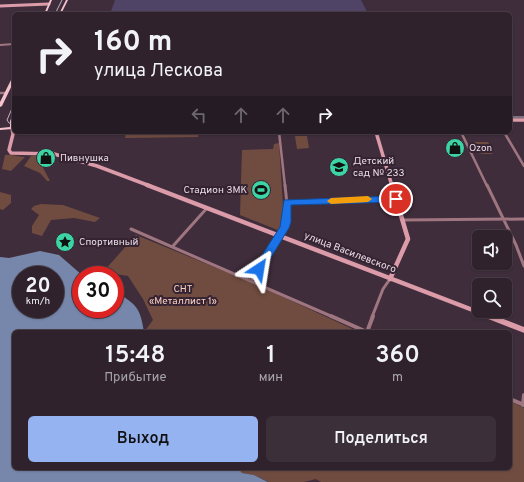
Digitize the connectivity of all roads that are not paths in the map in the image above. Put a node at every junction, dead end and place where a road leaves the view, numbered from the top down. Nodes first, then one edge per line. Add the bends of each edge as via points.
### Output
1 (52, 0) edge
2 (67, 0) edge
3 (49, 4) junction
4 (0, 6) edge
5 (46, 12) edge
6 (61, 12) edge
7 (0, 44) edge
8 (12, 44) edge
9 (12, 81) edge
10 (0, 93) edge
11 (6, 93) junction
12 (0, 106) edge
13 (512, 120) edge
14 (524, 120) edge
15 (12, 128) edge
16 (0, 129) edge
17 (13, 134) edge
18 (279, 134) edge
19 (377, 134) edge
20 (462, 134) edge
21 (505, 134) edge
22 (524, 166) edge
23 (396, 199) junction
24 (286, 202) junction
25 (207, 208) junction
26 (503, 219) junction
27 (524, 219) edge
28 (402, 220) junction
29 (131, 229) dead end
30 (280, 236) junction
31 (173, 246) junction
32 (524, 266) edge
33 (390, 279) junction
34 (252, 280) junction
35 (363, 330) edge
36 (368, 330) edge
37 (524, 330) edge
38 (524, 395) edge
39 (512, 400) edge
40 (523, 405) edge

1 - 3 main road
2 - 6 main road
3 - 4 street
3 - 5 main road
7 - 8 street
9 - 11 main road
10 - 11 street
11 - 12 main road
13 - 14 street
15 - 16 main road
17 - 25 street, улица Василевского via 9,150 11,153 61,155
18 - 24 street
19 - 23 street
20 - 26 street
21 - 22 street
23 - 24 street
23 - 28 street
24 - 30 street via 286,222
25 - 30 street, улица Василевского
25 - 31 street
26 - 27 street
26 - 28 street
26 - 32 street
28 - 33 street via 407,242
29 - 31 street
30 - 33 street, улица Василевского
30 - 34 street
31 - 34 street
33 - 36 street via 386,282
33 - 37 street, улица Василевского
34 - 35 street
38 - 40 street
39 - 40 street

What is needed :: Whenever you reach a picture, pass over it; print all the other material exactly.

Response box ::
Digitize the connectivity of all roads that are not paths in the map in the image above. Put a node at every junction, dead end and place where a road leaves the view, numbered from the top down. Nodes first, then one edge per line. Add the bends of each edge as via points.
### Output
1 (52, 0) edge
2 (67, 0) edge
3 (49, 4) junction
4 (0, 6) edge
5 (46, 12) edge
6 (61, 12) edge
7 (0, 44) edge
8 (12, 44) edge
9 (12, 81) edge
10 (0, 93) edge
11 (6, 93) junction
12 (0, 106) edge
13 (512, 120) edge
14 (524, 120) edge
15 (12, 128) edge
16 (0, 129) edge
17 (13, 134) edge
18 (279, 134) edge
19 (377, 134) edge
20 (462, 134) edge
21 (505, 134) edge
22 (524, 166) edge
23 (396, 199) junction
24 (286, 202) junction
25 (207, 208) junction
26 (503, 219) junction
27 (524, 219) edge
28 (402, 220) junction
29 (131, 229) dead end
30 (280, 236) junction
31 (173, 246) junction
32 (524, 266) edge
33 (390, 279) junction
34 (252, 280) junction
35 (363, 330) edge
36 (368, 330) edge
37 (524, 330) edge
38 (524, 395) edge
39 (512, 400) edge
40 (523, 405) edge

1 - 3 main road
2 - 6 main road
3 - 4 street
3 - 5 main road
7 - 8 street
9 - 11 main road
10 - 11 street
11 - 12 main road
13 - 14 street
15 - 16 main road
17 - 25 street, улица Василевского via 9,150 11,153 61,155
18 - 24 street
19 - 23 street
20 - 26 street
21 - 22 street
23 - 24 street
23 - 28 street
24 - 30 street via 286,222
25 - 30 street, улица Василевского
25 - 31 street
26 - 27 street
26 - 28 street
26 - 32 street
28 - 33 street via 407,242
29 - 31 street
30 - 33 street, улица Василевского
30 - 34 street
31 - 34 street
33 - 36 street via 386,282
33 - 37 street, улица Василевского
34 - 35 street
38 - 40 street
39 - 40 street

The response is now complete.